Fahmi menegaskan, pihak-pihak yang tidak memahami mekanisme dan regulasi pemilihan kepala daerah, serta aturan penyelenggaraan pemilu sebagaimana diatur dalam Undang-Undang Nomor 15 Tahun 2011, untuk tidak ikut-ikutan mengomentari masalah seperti C1 yang terjadi saat ini dan beredar tidak ada nama pasangan calon gubernur-calon wakil gubernur (cagub-cawagub) nomor urut 4, Khofifah Indar Parawansa-Herman S Sumawiredja.
SCROLL TO CONTINUE WITH CONTENT
Fahmi Bahmid yang juga kuasa hukum KPU Jatim dalam menghadapi gugatan Khofifah di PTUN ini menerangkan, urusan dan permasalahan yang terjadi dalam pilkada, menjadi urusan absolut penyelenggara pemilu yang terdiri dari DKPP, Bawaslu dan KPU.

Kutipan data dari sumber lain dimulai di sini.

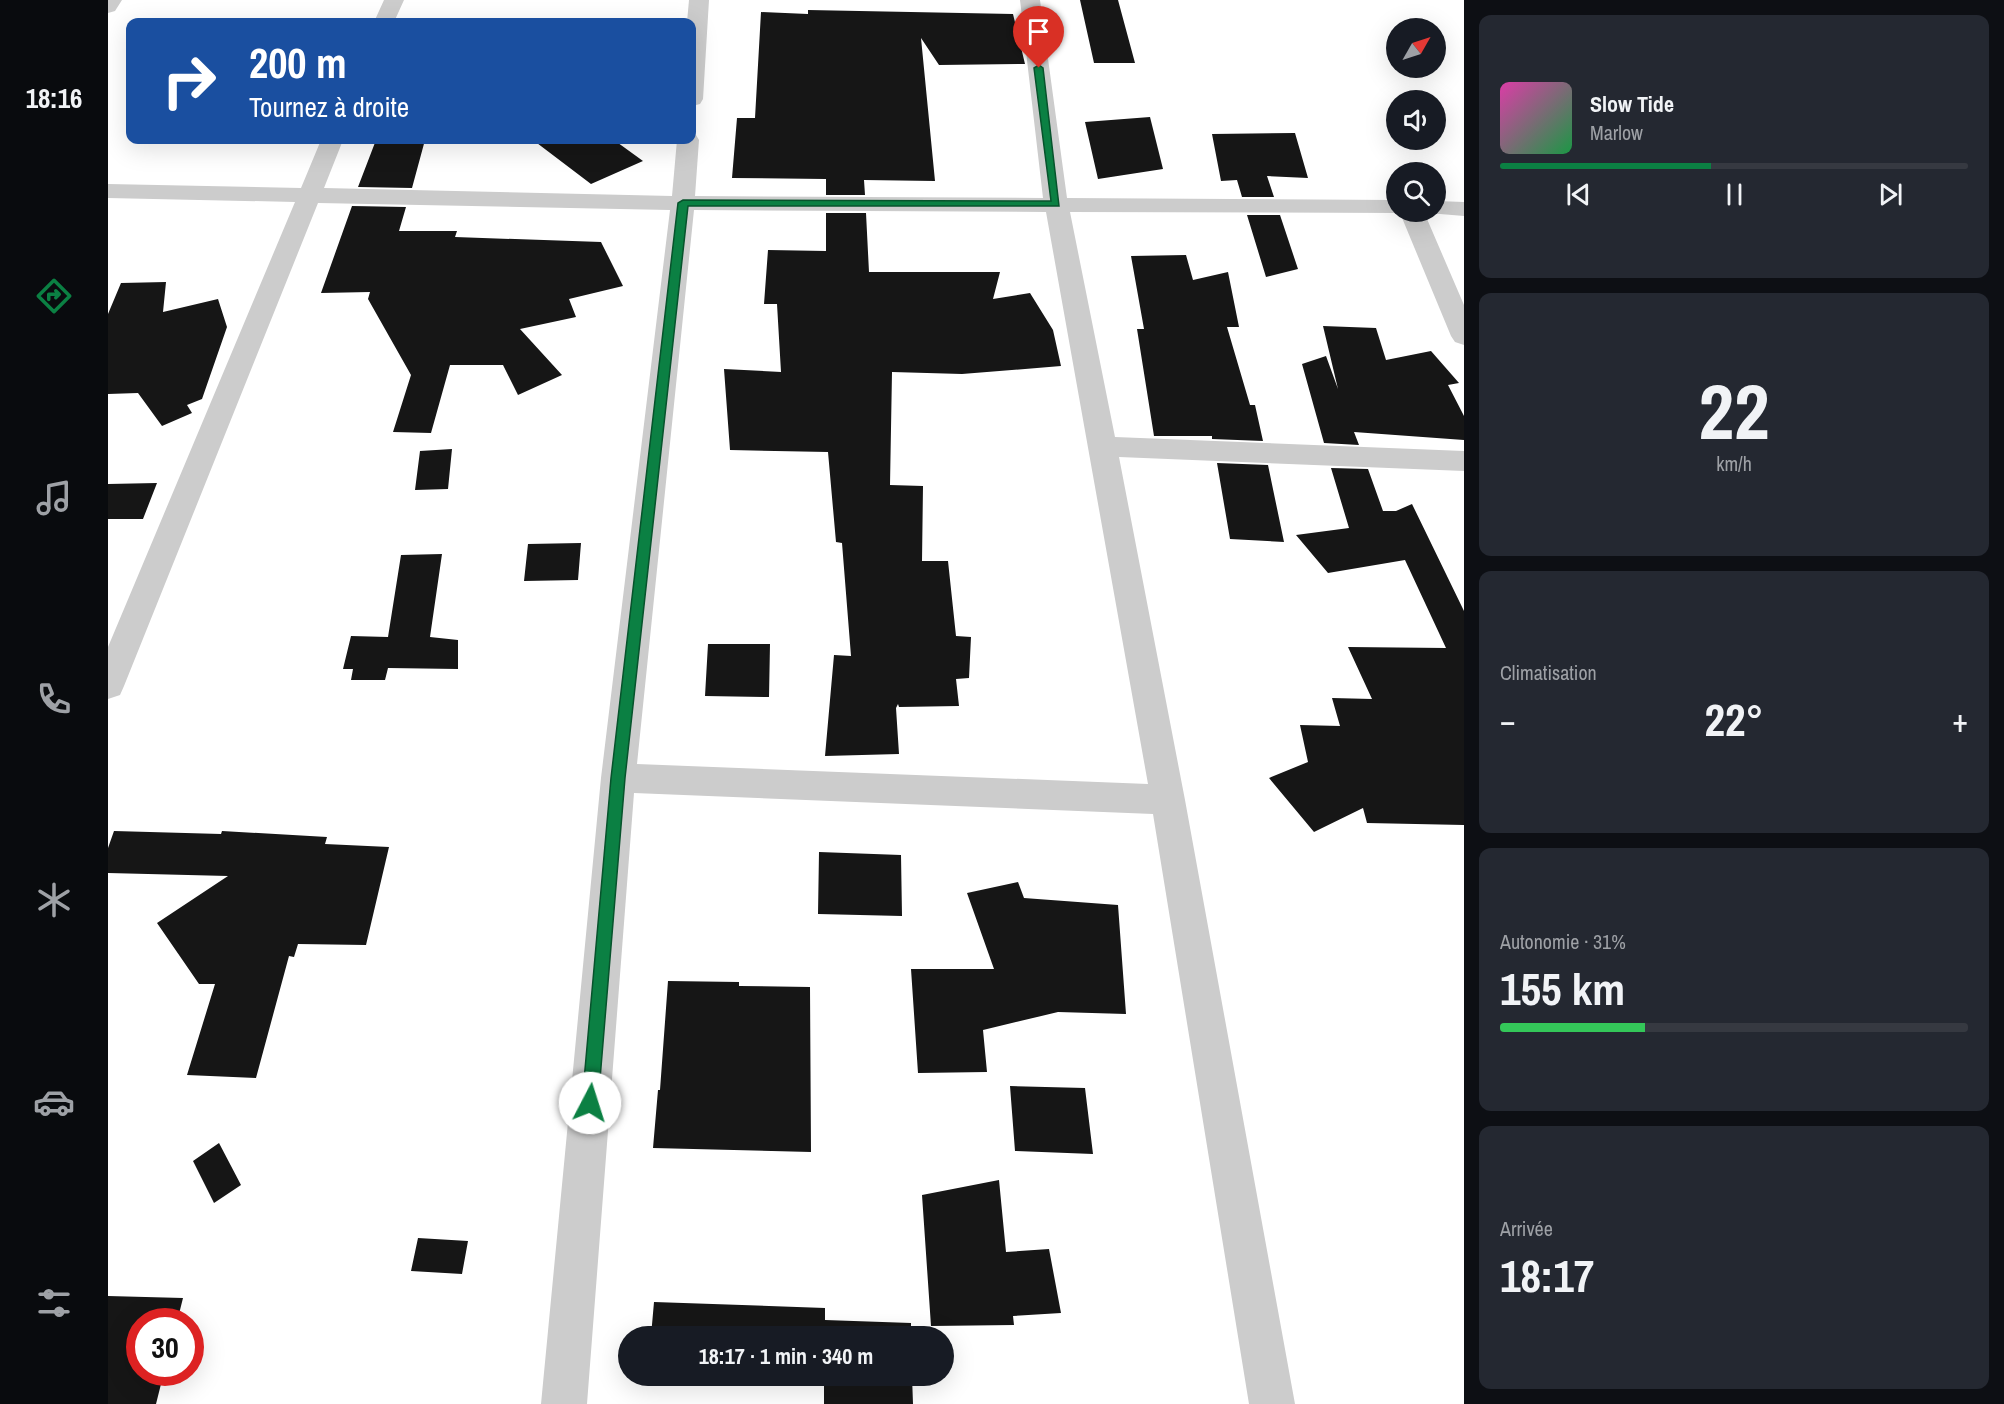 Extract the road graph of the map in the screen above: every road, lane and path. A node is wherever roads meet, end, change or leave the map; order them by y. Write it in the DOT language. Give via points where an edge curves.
graph roads {
  1 [pos="112,0"];
  2 [pos="394,0"];
  3 [pos="699,0"];
  4 [pos="1030,0"];
  5 [pos="108,7"];
  6 [pos="386,18"];
  7 [pos="696,42"];
  8 [pos="330,144"];
  9 [pos="688,144"];
  10 [pos="108,191"];
  11 [pos="308,196"];
  12 [pos="683,203"];
  13 [pos="1056,204"];
  14 [pos="1386,207"];
  15 [pos="1446,208"];
  16 [pos="1464,209"];
  17 [pos="1416,222"];
  18 [pos="1464,336"];
  19 [pos="1103,446"];
  20 [pos="1464,461"];
  21 [pos="108,686"];
  22 [pos="618,778"];
  23 [pos="1168,800"];
  24 [pos="564,1404"];
  25 [pos="1272,1404"];
  1 -- 5 [label="street"];
  2 -- 6 [label="street"];
  3 -- 7 [label="street"];
  4 -- 13 [label="street"];
  8 -- 11 [label="street"];
  9 -- 12 [label="street"];
  10 -- 11 [label="street"];
  11 -- 12 [label="street"];
  11 -- 21 [label="street"];
  12 -- 13 [label="street"];
  12 -- 22 [label="street"];
  13 -- 14 [label="street"];
  13 -- 19 [label="street"];
  15 -- 16 [label="street"];
  17 -- 18 [label="street"];
  19 -- 20 [label="street"];
  19 -- 23 [label="street"];
  22 -- 23 [label="street"];
  22 -- 24 [label="street"];
  23 -- 25 [label="street"];
}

"Harusnya di-cross cek dulu. Apakah itu form C1 yang terbit dan dicetak setelah keputusan DKPP atau sebelumnya," tuturnya.
Menurutnya, persoalan C1 masih bisa diselesaikan, karena dalam proses Pilgub Jatim, yang terpenting adalah kertas suara, dimana nama dan foto 4 pasangan calon semuanya ada.

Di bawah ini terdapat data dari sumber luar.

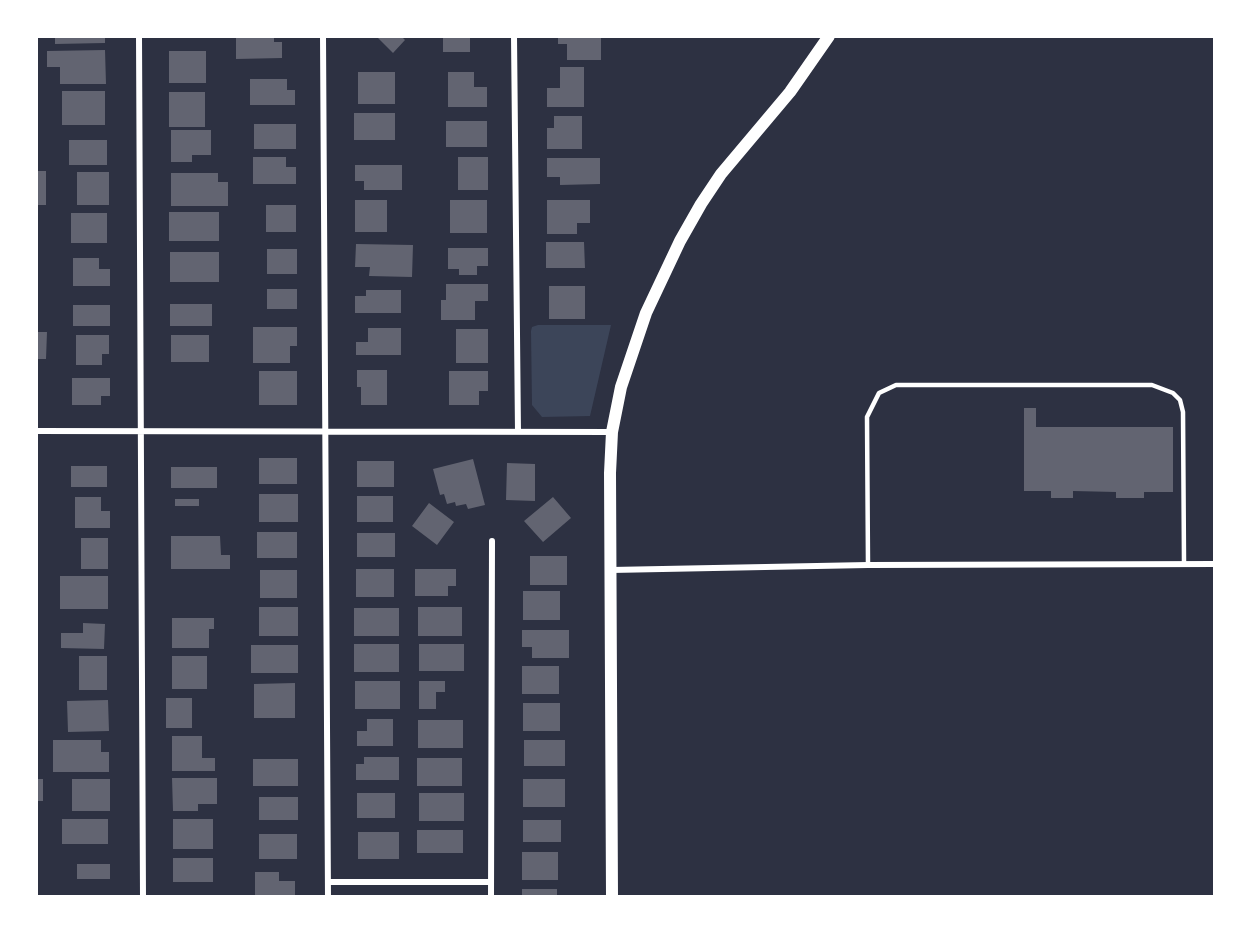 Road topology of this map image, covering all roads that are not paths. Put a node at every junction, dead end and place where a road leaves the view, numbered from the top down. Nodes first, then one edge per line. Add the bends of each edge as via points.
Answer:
1 (139, 36) edge
2 (324, 36) edge
3 (514, 36) edge
4 (829, 36) edge
5 (36, 431) edge
6 (327, 431) junction
7 (141, 432) junction
8 (518, 432) junction
9 (612, 432) junction
10 (492, 541) dead end
11 (1184, 563) junction
12 (1215, 564) edge
13 (868, 565) junction
14 (611, 570) junction
15 (328, 882) junction
16 (491, 882) junction
17 (143, 897) edge
18 (328, 897) edge
19 (491, 897) edge
20 (612, 897) edge

1 - 7 street
2 - 6 street
3 - 8 street
4 - 9 main road via 790,92 721,174 680,241 635,344
5 - 7 street
6 - 7 street
6 - 8 street
6 - 15 street
7 - 17 street
8 - 9 street
9 - 14 main road
10 - 16 street
11 - 12 street
11 - 13 street
11 - 13 lane via 1183,412 1173,393 1152,385 896,385 879,393 867,417
13 - 14 street
14 - 20 main road
15 - 16 street
15 - 18 street
16 - 19 street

"Karena kertas itu sangat menentukan perolehan suara. Pihak-pihak harus bisa membedakan pengertian C1 dan kertas suara. Yang jernih lah kalau menyikapi setiap permasalahan yang terjadi di Pilgub Jatim," katanya.
Ia mengatakan, jika ada pihak pasangan calon atau tim suksesnya merasa dirugikan, lebih baik segara melaporkan ke Bawaslu.
"Karena memang aturannya seperti itu. Marilah kita sukseskan Pilgub Jatim dan mendorong masayarakat menggunakan hak pilihnya sesuai dengan hati nurani dan tidak golput," jelasnya.